§ **TASK TO CARRY OUT**
What is the number of lines in the data that include the string "波呂神在線"? Give it by itself.

§ **DATA FOR THIS EXERCISE**
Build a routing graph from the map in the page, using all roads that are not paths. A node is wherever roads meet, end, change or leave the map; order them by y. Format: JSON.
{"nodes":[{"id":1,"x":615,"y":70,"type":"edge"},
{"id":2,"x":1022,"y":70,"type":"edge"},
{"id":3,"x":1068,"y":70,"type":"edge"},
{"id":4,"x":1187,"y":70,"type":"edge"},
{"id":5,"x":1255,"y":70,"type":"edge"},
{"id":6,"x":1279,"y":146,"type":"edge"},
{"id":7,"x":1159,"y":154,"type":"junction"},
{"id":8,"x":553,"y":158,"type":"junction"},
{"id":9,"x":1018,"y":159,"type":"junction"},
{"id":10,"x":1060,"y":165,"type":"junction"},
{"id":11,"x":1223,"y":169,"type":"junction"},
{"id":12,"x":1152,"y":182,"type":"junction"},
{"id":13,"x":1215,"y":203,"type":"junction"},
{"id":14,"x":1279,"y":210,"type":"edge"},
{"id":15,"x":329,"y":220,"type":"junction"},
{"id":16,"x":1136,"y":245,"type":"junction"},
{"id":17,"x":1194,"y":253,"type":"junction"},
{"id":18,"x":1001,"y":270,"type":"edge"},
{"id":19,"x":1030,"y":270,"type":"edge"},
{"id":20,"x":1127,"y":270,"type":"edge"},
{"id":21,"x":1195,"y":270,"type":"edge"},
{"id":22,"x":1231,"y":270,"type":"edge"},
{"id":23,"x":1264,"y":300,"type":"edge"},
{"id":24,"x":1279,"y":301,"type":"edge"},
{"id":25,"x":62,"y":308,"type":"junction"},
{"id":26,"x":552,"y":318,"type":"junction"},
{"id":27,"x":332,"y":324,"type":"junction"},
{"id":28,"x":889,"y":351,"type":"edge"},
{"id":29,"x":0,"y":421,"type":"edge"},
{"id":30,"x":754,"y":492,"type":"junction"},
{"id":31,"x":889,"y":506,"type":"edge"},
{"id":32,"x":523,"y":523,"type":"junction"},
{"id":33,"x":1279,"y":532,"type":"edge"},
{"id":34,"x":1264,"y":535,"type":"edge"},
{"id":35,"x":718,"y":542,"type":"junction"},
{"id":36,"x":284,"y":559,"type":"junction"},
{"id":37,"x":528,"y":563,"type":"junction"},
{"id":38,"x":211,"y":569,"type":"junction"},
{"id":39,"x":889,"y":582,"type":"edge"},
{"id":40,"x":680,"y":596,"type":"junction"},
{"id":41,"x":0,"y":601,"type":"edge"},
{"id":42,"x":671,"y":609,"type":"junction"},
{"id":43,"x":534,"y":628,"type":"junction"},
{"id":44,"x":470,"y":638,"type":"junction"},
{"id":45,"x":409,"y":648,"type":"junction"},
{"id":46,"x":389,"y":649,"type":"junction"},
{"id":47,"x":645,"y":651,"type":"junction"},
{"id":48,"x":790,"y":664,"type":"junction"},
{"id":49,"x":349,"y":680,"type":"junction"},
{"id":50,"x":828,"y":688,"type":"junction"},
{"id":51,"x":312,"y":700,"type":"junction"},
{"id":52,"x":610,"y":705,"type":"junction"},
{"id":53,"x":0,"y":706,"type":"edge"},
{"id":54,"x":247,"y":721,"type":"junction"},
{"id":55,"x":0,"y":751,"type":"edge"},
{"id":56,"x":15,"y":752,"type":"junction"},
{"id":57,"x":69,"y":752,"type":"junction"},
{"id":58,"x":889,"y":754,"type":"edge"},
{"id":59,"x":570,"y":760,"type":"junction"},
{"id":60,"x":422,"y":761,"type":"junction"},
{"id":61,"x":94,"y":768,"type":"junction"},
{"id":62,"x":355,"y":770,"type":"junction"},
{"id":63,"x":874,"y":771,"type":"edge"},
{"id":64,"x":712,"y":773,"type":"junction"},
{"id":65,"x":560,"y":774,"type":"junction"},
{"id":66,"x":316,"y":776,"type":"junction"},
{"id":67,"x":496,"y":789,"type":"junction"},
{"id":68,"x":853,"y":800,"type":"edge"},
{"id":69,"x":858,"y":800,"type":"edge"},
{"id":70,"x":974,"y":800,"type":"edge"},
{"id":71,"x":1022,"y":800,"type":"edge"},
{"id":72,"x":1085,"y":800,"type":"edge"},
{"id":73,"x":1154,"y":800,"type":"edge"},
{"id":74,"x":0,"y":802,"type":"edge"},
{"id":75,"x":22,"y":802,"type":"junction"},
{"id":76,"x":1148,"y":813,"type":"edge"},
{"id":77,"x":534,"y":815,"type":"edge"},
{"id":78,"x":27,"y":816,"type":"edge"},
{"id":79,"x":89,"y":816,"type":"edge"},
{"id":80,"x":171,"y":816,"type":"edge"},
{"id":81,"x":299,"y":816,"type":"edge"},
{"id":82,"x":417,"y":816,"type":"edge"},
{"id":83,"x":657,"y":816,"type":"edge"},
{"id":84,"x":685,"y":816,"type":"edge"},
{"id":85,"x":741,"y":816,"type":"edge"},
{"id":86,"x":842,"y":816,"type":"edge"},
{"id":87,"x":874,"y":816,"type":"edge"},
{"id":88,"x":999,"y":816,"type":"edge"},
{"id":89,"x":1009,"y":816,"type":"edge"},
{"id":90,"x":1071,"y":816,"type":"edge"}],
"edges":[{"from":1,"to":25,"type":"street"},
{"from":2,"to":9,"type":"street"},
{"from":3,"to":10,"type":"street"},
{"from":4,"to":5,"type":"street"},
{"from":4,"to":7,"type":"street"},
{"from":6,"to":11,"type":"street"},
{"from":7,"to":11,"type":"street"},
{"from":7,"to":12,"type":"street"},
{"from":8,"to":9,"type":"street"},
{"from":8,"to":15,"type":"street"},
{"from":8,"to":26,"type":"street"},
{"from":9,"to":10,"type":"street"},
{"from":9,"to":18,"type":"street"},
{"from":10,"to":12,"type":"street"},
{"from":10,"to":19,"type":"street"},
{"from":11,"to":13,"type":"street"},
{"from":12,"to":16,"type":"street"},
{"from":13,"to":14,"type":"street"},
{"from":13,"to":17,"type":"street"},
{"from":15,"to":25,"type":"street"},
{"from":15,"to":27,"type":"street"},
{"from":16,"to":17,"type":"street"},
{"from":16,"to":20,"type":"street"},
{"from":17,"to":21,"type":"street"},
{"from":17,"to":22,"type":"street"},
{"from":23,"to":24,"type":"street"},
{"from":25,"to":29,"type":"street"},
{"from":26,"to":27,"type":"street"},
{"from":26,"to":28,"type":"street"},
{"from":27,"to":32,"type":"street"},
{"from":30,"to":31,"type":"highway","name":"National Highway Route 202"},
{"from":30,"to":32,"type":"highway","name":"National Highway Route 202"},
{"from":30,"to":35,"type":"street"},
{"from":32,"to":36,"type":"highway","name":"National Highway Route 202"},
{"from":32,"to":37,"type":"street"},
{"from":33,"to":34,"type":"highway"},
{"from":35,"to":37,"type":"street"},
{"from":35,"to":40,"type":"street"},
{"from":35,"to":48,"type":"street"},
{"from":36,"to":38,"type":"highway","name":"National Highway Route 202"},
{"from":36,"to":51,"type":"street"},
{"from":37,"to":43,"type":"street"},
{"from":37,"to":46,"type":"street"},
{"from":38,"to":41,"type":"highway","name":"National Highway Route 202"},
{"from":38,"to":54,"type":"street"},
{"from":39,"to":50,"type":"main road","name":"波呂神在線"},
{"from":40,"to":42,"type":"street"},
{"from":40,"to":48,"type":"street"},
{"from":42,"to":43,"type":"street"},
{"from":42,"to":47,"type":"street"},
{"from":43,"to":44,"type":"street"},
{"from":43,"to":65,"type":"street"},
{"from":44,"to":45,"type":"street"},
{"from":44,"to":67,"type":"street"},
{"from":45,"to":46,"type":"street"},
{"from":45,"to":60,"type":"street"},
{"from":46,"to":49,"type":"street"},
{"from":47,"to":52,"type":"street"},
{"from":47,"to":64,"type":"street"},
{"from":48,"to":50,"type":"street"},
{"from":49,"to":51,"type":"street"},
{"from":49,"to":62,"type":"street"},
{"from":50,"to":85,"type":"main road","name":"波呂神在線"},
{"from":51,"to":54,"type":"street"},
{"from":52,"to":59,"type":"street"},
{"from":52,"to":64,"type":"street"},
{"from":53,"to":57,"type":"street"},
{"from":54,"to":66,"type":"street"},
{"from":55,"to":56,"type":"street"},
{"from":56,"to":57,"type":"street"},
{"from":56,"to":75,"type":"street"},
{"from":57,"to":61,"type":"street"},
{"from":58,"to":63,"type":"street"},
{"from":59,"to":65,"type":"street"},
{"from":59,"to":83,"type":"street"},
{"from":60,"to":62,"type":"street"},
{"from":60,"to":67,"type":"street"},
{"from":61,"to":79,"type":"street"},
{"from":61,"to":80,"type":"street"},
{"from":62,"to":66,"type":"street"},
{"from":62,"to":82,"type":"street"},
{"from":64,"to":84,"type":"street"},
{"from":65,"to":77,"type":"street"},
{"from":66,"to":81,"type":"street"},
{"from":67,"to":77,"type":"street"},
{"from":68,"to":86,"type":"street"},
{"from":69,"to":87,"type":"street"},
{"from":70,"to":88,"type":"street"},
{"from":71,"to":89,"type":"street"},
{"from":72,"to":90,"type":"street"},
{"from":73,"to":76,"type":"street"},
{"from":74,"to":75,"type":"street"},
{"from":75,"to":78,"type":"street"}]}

§ **SOLUTION TO THIS TASK**
2